Perdamaian AS-Iran Masih Tertunda
Perdamaian antara Amerika Serikat (AS) dan Iran masih belum tercapai. Presiden AS, Donald Trump, menyatakan bahwa tawaran yang diberikan oleh pejabat Iran untuk kesepakatan perdamaian abadi dinilai tidak cukup. Hal ini memicu reaksi dari pihak AS yang membatalkan rencana perjalanan utusan mereka ke Islamabad.
Trump mengungkapkan bahwa dalam waktu singkat setelah pembatalan, pihak Iran memberikan dokumen baru yang lebih baik. "Mereka memberi kami dokumen (penawaran) yang seharusnya lebih baik, dan yang menarik, segera setelah saya membatalkannya, dalam waktu 10 menit kami mendapatkan dokumen baru yang jauh lebih baik," kata Trump dikutip dari CBS News, Minggu (26/4/2026).
Meskipun tidak menjelaskan secara rinci apa yang ditawarkan Iran dalam negosiasi tersebut, Trump mengulangi pendiriannya bahwa Iran harus mengakhiri program nuklirnya. "Mereka tidak akan memiliki senjata nuklir, sesederhana itu. ... Mereka menawarkan banyak hal, tetapi tidak cukup," ujar Trump.
Pembatalan Perjalanan Utusan AS
Sebelumnya, Trump mengumumkan bahwa utusan AS, Steve Witkoff dan Jared Kushner, tidak akan melakukan perjalanan ke Pakistan untuk membahas isu terkait Iran. "Saya sudah memberi tahu orang-orang saya beberapa waktu lalu bahwa mereka akan segera pergi, dan saya berkata, Tidak, kalian tidak akan melakukan penerbangan 18 jam untuk pergi ke sana," kata Trump, menurut laporan Fox News.

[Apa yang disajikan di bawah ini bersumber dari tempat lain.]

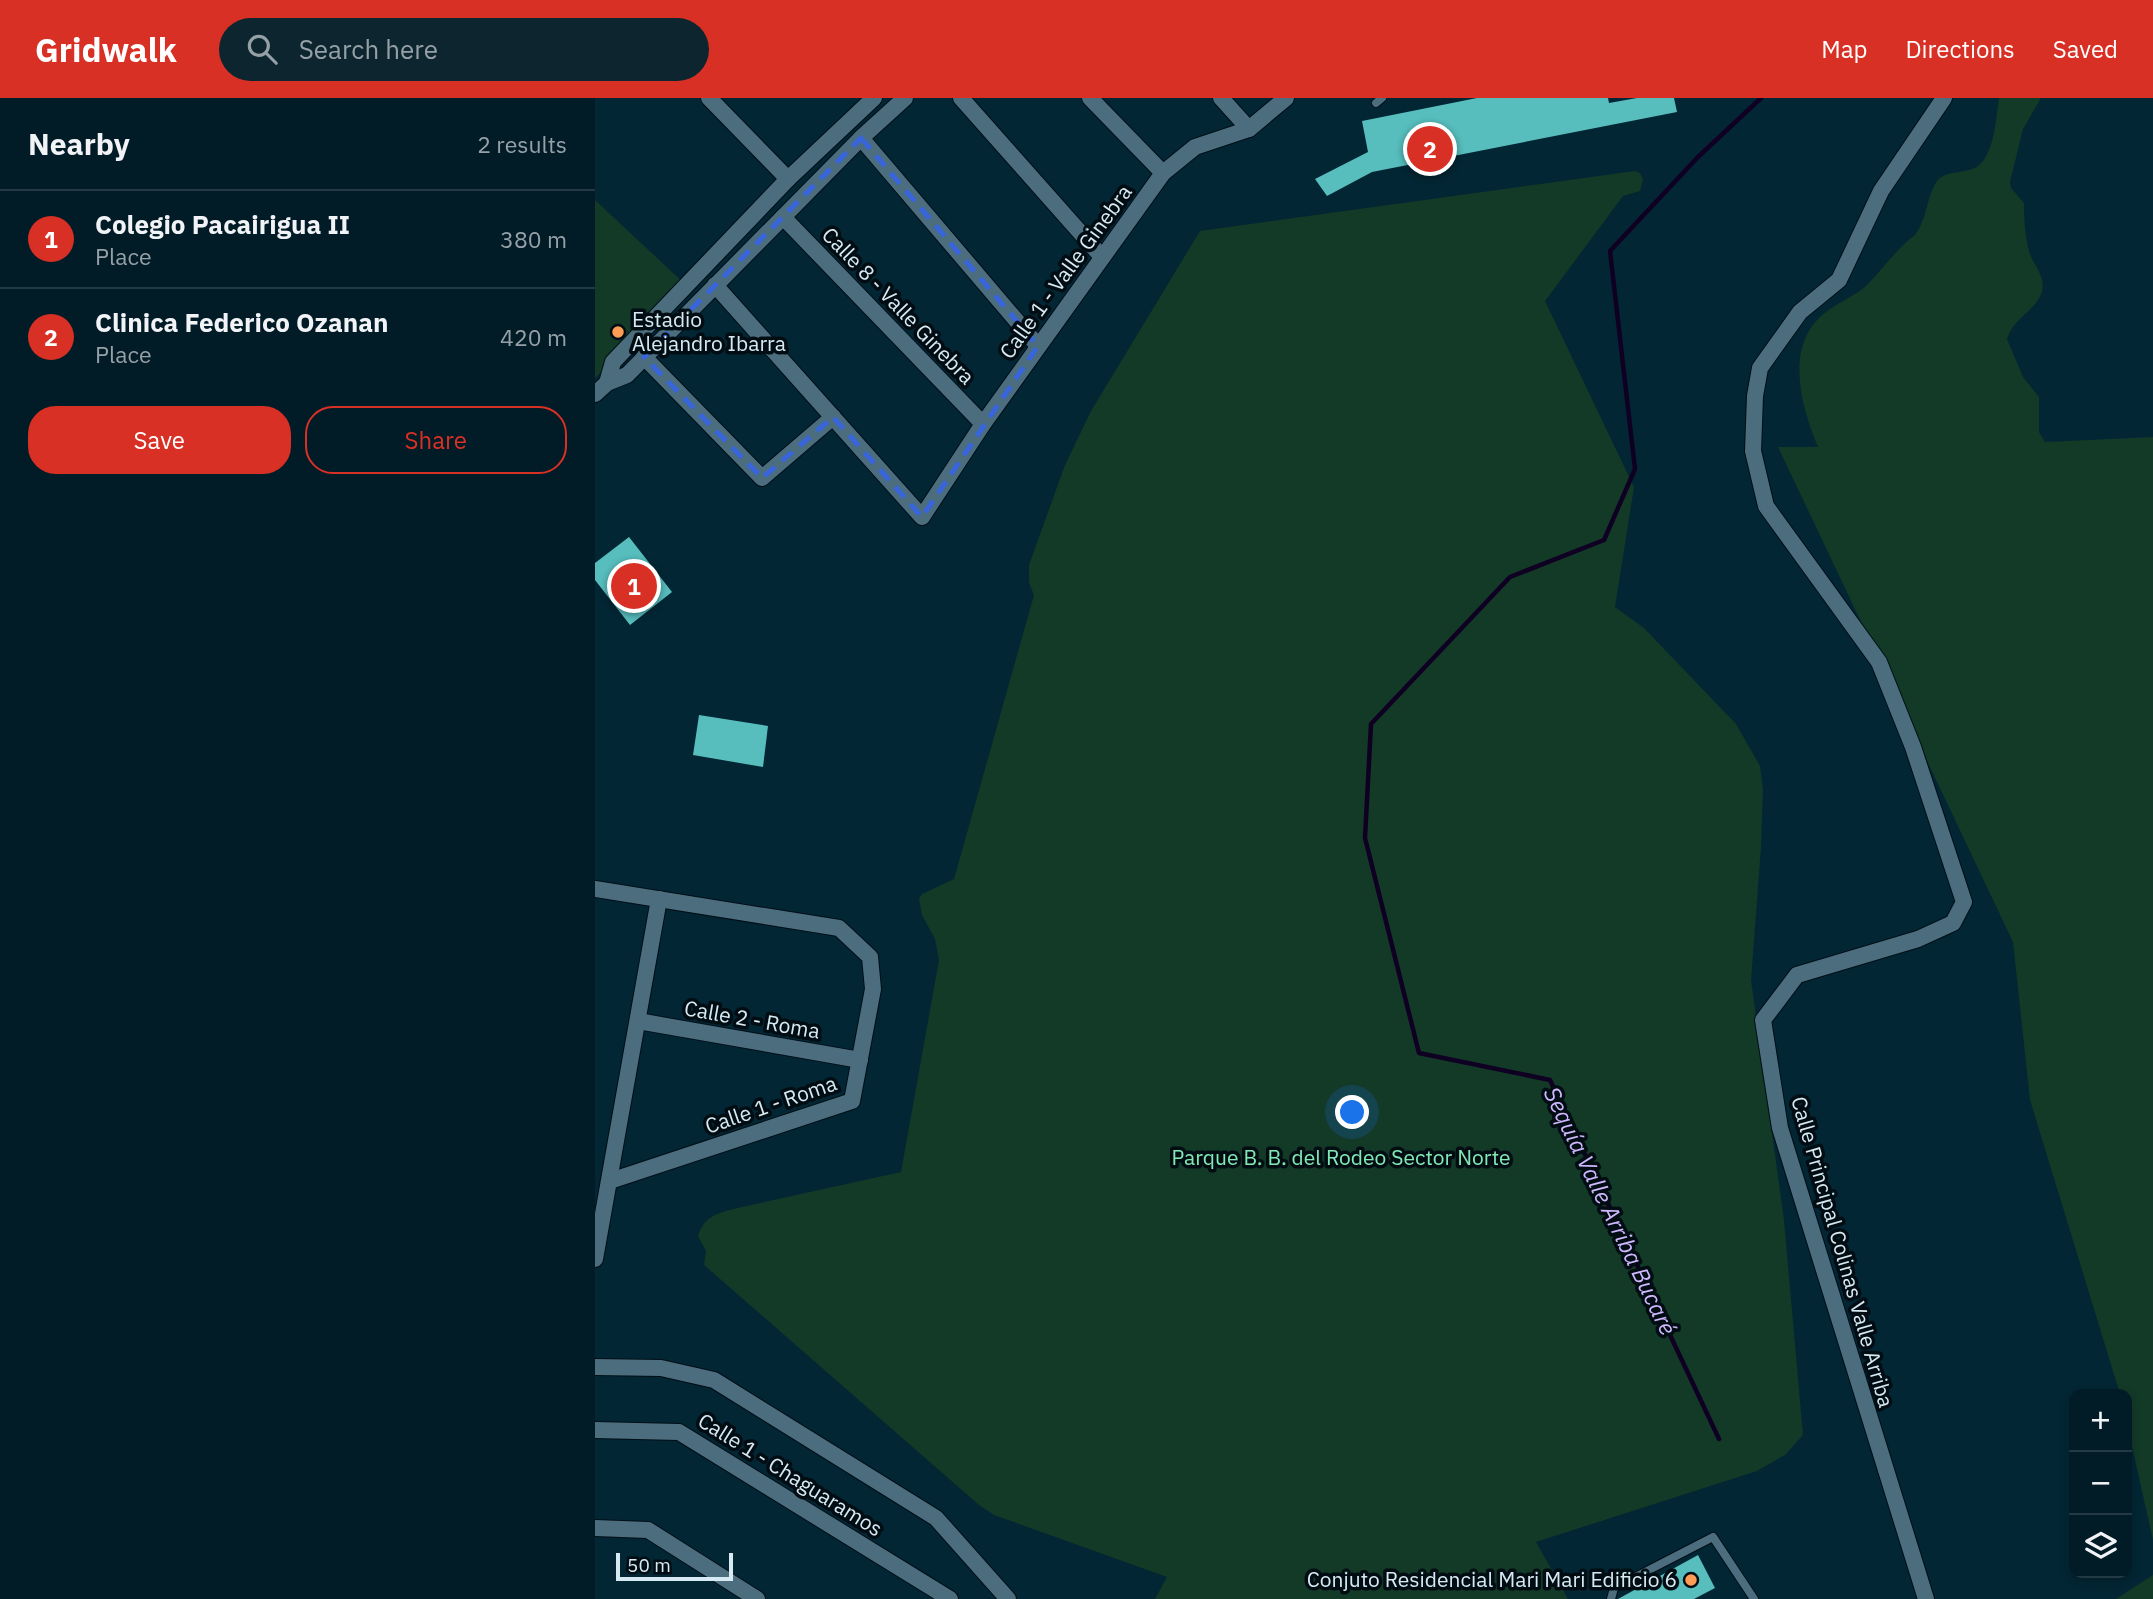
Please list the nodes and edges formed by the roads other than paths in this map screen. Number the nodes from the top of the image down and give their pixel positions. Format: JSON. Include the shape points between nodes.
{"nodes":[{"id":1,"x":709,"y":98,"type":"edge"},
{"id":2,"x":848,"y":98,"type":"edge"},
{"id":3,"x":874,"y":98,"type":"edge"},
{"id":4,"x":905,"y":98,"type":"edge"},
{"id":5,"x":961,"y":98,"type":"edge"},
{"id":6,"x":1090,"y":98,"type":"edge"},
{"id":7,"x":1221,"y":98,"type":"edge"},
{"id":8,"x":1286,"y":98,"type":"edge"},
{"id":9,"x":1944,"y":98,"type":"edge"},
{"id":10,"x":860,"y":111,"type":"junction"},
{"id":11,"x":1249,"y":129,"type":"junction"},
{"id":12,"x":861,"y":138,"type":"junction"},
{"id":13,"x":1163,"y":173,"type":"junction"},
{"id":14,"x":788,"y":179,"type":"junction"},
{"id":15,"x":783,"y":217,"type":"junction"},
{"id":16,"x":1102,"y":257,"type":"junction"},
{"id":17,"x":715,"y":285,"type":"junction"},
{"id":18,"x":1038,"y":346,"type":"junction"},
{"id":19,"x":644,"y":357,"type":"junction"},
{"id":20,"x":600,"y":385,"type":"edge"},
{"id":21,"x":832,"y":417,"type":"junction"},
{"id":22,"x":983,"y":424,"type":"junction"},
{"id":23,"x":595,"y":889,"type":"edge"},
{"id":24,"x":659,"y":899,"type":"junction"},
{"id":25,"x":638,"y":1021,"type":"junction"},
{"id":26,"x":860,"y":1060,"type":"junction"},
{"id":27,"x":610,"y":1181,"type":"junction"},
{"id":28,"x":595,"y":1259,"type":"edge"},
{"id":29,"x":595,"y":1367,"type":"edge"},
{"id":30,"x":595,"y":1430,"type":"edge"},
{"id":31,"x":595,"y":1528,"type":"edge"},
{"id":32,"x":757,"y":1599,"type":"edge"},
{"id":33,"x":950,"y":1599,"type":"edge"},
{"id":34,"x":1008,"y":1599,"type":"edge"},
{"id":35,"x":1611,"y":1599,"type":"edge"},
{"id":36,"x":1754,"y":1599,"type":"edge"},
{"id":37,"x":1926,"y":1599,"type":"edge"}],
"edges":[{"from":1,"to":14,"type":"street"},
{"from":2,"to":10,"type":"street"},
{"from":3,"to":10,"type":"street"},
{"from":4,"to":12,"type":"street"},
{"from":5,"to":16,"type":"street"},
{"from":6,"to":13,"type":"street"},
{"from":7,"to":11,"type":"street"},
{"from":8,"to":11,"type":"street","name":"Calle 1 - Valle Ginebra"},
{"from":9,"to":37,"type":"street","name":"Calle Principal Colinas Valle Arriba","via":[[1881,191],[1839,280],[1800,312],[1760,368],[1753,451],[1766,506],[1879,662],[1913,747],[1964,902],[1953,923],[1918,939],[1797,975],[1763,1020],[1780,1128]]},
{"from":10,"to":14,"type":"street"},
{"from":11,"to":13,"type":"street","name":"Calle 1 - Valle Ginebra","via":[[1195,147]]},
{"from":12,"to":15,"type":"street"},
{"from":12,"to":18,"type":"street"},
{"from":13,"to":16,"type":"street","name":"Calle 1 - Valle Ginebra"},
{"from":14,"to":20,"type":"street","via":[[613,362]]},
{"from":15,"to":17,"type":"street"},
{"from":15,"to":22,"type":"street","name":"Calle 8 - Valle Ginebra"},
{"from":16,"to":18,"type":"street","name":"Calle 1 - Valle Ginebra"},
{"from":17,"to":19,"type":"street"},
{"from":17,"to":21,"type":"street"},
{"from":18,"to":22,"type":"street","name":"Calle 1 - Valle Ginebra"},
{"from":19,"to":20,"type":"street","via":[[627,375]]},
{"from":19,"to":21,"type":"street","via":[[762,478]]},
{"from":21,"to":22,"type":"street","name":"Calle 1 - Valle Ginebra","via":[[922,517]]},
{"from":23,"to":24,"type":"street","name":"Calle 1 - Roma"},
{"from":24,"to":25,"type":"street"},
{"from":24,"to":26,"type":"street","name":"Calle 1 - Roma","via":[[839,928],[870,957],[873,989]]},
{"from":25,"to":26,"type":"street","name":"Calle 2 - Roma"},
{"from":25,"to":27,"type":"street"},
{"from":26,"to":27,"type":"street","name":"Calle 1 - Roma","via":[[852,1101]]},
{"from":27,"to":28,"type":"street"},
{"from":29,"to":34,"type":"street","via":[[660,1368],[714,1380],[936,1518]]},
{"from":30,"to":33,"type":"street","name":"Calle 1 - Chaguaramos","via":[[680,1432]]},
{"from":31,"to":32,"type":"street","via":[[648,1530]]},
{"from":35,"to":36,"type":"lane","via":[[1614,1588],[1713,1537]]}]}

Trump menegaskan bahwa pihak AS memiliki semua kartu tawar dalam negosiasi ini. "Kita punya semua kartu. Mereka bisa menghubungi kita kapan saja mereka mau, tetapi kalian tidak akan melakukan penerbangan 18 jam lagi hanya untuk duduk-duduk dan membicarakan hal-hal yang tidak penting."
Komentar Trump tentang Tawaran Baru
Trump juga menyampaikan bahwa ia menerima tawaran yang lebih baik dari Iran hanya beberapa menit setelah pembatalan tersebut. Meski tidak merinci isi tawaran tersebut, ia menunjukkan bahwa pihak Iran terus berusaha mencari solusi yang dapat diterima oleh AS.
Pernyataan Trump menunjukkan bahwa ia tetap berpegang pada prinsip bahwa Iran harus menghentikan program nuklirnya. Selain itu, ia juga menekankan bahwa AS tidak akan terjebak dalam negosiasi yang tidak efektif atau tidak berujung.
Perspektif Internasional
Negosiasi antara AS dan Iran selama ini sering kali diwarnai ketegangan dan ketidakpastian. Pihak AS selalu menuntut penghentian total program nuklir Iran, sementara Iran berusaha mempertahankan haknya untuk mengembangkan teknologi nuklir untuk tujuan damai.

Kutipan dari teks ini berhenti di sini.